**Your task**
Make a verbatim copy of all the records.

**Provided entries**
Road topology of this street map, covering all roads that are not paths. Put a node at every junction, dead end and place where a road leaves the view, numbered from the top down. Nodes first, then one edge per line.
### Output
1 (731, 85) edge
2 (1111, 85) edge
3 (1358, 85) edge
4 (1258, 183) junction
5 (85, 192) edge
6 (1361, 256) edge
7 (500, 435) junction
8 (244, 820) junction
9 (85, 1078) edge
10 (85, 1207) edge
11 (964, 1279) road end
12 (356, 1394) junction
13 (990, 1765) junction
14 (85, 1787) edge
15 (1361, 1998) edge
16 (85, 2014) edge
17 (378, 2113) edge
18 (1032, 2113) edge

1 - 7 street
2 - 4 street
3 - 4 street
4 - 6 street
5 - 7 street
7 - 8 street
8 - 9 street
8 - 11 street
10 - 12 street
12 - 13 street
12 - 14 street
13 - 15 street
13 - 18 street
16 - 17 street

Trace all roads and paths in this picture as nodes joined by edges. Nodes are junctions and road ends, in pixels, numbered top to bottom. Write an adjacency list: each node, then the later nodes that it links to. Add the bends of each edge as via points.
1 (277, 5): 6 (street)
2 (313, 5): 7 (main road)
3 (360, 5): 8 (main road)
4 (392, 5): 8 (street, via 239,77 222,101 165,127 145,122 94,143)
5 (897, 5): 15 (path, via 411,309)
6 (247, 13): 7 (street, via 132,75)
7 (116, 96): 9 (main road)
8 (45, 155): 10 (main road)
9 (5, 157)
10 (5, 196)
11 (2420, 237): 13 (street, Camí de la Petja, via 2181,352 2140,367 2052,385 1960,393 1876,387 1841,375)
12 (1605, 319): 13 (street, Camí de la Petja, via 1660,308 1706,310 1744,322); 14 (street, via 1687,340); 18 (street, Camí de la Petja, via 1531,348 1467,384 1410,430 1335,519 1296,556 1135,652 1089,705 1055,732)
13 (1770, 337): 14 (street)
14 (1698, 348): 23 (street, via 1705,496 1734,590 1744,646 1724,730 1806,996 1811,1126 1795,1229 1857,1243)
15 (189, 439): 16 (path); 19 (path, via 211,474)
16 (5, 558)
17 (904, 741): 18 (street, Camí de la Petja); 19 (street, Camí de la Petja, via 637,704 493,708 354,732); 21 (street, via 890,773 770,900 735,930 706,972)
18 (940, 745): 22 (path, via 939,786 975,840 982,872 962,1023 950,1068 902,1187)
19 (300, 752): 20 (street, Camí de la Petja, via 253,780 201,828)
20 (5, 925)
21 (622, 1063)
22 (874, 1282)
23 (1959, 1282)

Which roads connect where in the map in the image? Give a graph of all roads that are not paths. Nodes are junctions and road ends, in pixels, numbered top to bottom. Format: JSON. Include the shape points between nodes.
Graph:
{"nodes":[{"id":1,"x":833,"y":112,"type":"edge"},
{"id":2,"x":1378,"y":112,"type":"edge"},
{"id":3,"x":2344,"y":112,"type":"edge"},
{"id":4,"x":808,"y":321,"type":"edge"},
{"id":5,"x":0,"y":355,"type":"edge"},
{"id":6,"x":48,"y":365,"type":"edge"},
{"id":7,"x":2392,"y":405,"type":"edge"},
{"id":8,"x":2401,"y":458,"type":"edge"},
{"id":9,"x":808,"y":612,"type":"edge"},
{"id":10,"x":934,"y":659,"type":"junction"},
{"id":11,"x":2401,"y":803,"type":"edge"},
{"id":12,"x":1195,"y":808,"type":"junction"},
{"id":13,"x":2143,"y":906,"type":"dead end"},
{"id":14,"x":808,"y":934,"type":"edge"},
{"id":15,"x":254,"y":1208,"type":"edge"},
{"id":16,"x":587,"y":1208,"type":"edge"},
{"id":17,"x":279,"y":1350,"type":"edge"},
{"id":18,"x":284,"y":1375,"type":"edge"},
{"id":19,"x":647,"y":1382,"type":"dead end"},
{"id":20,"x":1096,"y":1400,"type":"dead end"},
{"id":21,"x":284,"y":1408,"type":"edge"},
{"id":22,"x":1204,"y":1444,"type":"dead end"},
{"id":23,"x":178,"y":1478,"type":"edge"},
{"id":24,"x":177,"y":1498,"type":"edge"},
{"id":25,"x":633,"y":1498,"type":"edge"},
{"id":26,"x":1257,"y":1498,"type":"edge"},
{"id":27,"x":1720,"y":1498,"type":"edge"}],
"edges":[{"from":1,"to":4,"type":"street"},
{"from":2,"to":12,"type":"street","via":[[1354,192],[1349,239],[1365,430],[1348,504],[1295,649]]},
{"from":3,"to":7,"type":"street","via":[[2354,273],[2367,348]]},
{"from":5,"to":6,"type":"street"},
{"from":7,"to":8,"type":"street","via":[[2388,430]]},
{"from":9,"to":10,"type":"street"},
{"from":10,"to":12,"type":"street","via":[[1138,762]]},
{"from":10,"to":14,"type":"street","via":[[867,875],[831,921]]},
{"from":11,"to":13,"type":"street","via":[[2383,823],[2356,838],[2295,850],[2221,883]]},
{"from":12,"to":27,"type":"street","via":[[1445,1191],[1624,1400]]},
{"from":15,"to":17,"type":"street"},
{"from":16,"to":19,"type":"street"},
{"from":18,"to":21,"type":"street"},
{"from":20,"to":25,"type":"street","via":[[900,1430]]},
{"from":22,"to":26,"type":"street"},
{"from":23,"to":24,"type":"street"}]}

**Problem solution**
Road topology of this street map, covering all roads that are not paths. Put a node at every junction, dead end and place where a road leaves the view, numbered from the top down. Nodes first, then one edge per line.
### Output
1 (731, 85) edge
2 (1111, 85) edge
3 (1358, 85) edge
4 (1258, 183) junction
5 (85, 192) edge
6 (1361, 256) edge
7 (500, 435) junction
8 (244, 820) junction
9 (85, 1078) edge
10 (85, 1207) edge
11 (964, 1279) road end
12 (356, 1394) junction
13 (990, 1765) junction
14 (85, 1787) edge
15 (1361, 1998) edge
16 (85, 2014) edge
17 (378, 2113) edge
18 (1032, 2113) edge

1 - 7 street
2 - 4 street
3 - 4 street
4 - 6 street
5 - 7 street
7 - 8 street
8 - 9 street
8 - 11 street
10 - 12 street
12 - 13 street
12 - 14 street
13 - 15 street
13 - 18 street
16 - 17 street

Trace all roads and paths in this picture as nodes joined by edges. Nodes are junctions and road ends, in pixels, numbered top to bottom. Write an adjacency list: each node, then the later nodes that it links to. Add the bends of each edge as via points.
1 (277, 5): 6 (street)
2 (313, 5): 7 (main road)
3 (360, 5): 8 (main road)
4 (392, 5): 8 (street, via 239,77 222,101 165,127 145,122 94,143)
5 (897, 5): 15 (path, via 411,309)
6 (247, 13): 7 (street, via 132,75)
7 (116, 96): 9 (main road)
8 (45, 155): 10 (main road)
9 (5, 157)
10 (5, 196)
11 (2420, 237): 13 (street, Camí de la Petja, via 2181,352 2140,367 2052,385 1960,393 1876,387 1841,375)
12 (1605, 319): 13 (street, Camí de la Petja, via 1660,308 1706,310 1744,322); 14 (street, via 1687,340); 18 (street, Camí de la Petja, via 1531,348 1467,384 1410,430 1335,519 1296,556 1135,652 1089,705 1055,732)
13 (1770, 337): 14 (street)
14 (1698, 348): 23 (street, via 1705,496 1734,590 1744,646 1724,730 1806,996 1811,1126 1795,1229 1857,1243)
15 (189, 439): 16 (path); 19 (path, via 211,474)
16 (5, 558)
17 (904, 741): 18 (street, Camí de la Petja); 19 (street, Camí de la Petja, via 637,704 493,708 354,732); 21 (street, via 890,773 770,900 735,930 706,972)
18 (940, 745): 22 (path, via 939,786 975,840 982,872 962,1023 950,1068 902,1187)
19 (300, 752): 20 (street, Camí de la Petja, via 253,780 201,828)
20 (5, 925)
21 (622, 1063)
22 (874, 1282)
23 (1959, 1282)

Which roads connect where in the map in the image? Give a graph of all roads that are not paths. Nodes are junctions and road ends, in pixels, numbered top to bottom. Format: JSON. Include the shape points between nodes.
Graph:
{"nodes":[{"id":1,"x":833,"y":112,"type":"edge"},
{"id":2,"x":1378,"y":112,"type":"edge"},
{"id":3,"x":2344,"y":112,"type":"edge"},
{"id":4,"x":808,"y":321,"type":"edge"},
{"id":5,"x":0,"y":355,"type":"edge"},
{"id":6,"x":48,"y":365,"type":"edge"},
{"id":7,"x":2392,"y":405,"type":"edge"},
{"id":8,"x":2401,"y":458,"type":"edge"},
{"id":9,"x":808,"y":612,"type":"edge"},
{"id":10,"x":934,"y":659,"type":"junction"},
{"id":11,"x":2401,"y":803,"type":"edge"},
{"id":12,"x":1195,"y":808,"type":"junction"},
{"id":13,"x":2143,"y":906,"type":"dead end"},
{"id":14,"x":808,"y":934,"type":"edge"},
{"id":15,"x":254,"y":1208,"type":"edge"},
{"id":16,"x":587,"y":1208,"type":"edge"},
{"id":17,"x":279,"y":1350,"type":"edge"},
{"id":18,"x":284,"y":1375,"type":"edge"},
{"id":19,"x":647,"y":1382,"type":"dead end"},
{"id":20,"x":1096,"y":1400,"type":"dead end"},
{"id":21,"x":284,"y":1408,"type":"edge"},
{"id":22,"x":1204,"y":1444,"type":"dead end"},
{"id":23,"x":178,"y":1478,"type":"edge"},
{"id":24,"x":177,"y":1498,"type":"edge"},
{"id":25,"x":633,"y":1498,"type":"edge"},
{"id":26,"x":1257,"y":1498,"type":"edge"},
{"id":27,"x":1720,"y":1498,"type":"edge"}],
"edges":[{"from":1,"to":4,"type":"street"},
{"from":2,"to":12,"type":"street","via":[[1354,192],[1349,239],[1365,430],[1348,504],[1295,649]]},
{"from":3,"to":7,"type":"street","via":[[2354,273],[2367,348]]},
{"from":5,"to":6,"type":"street"},
{"from":7,"to":8,"type":"street","via":[[2388,430]]},
{"from":9,"to":10,"type":"street"},
{"from":10,"to":12,"type":"street","via":[[1138,762]]},
{"from":10,"to":14,"type":"street","via":[[867,875],[831,921]]},
{"from":11,"to":13,"type":"street","via":[[2383,823],[2356,838],[2295,850],[2221,883]]},
{"from":12,"to":27,"type":"street","via":[[1445,1191],[1624,1400]]},
{"from":15,"to":17,"type":"street"},
{"from":16,"to":19,"type":"street"},
{"from":18,"to":21,"type":"street"},
{"from":20,"to":25,"type":"street","via":[[900,1430]]},
{"from":22,"to":26,"type":"street"},
{"from":23,"to":24,"type":"street"}]}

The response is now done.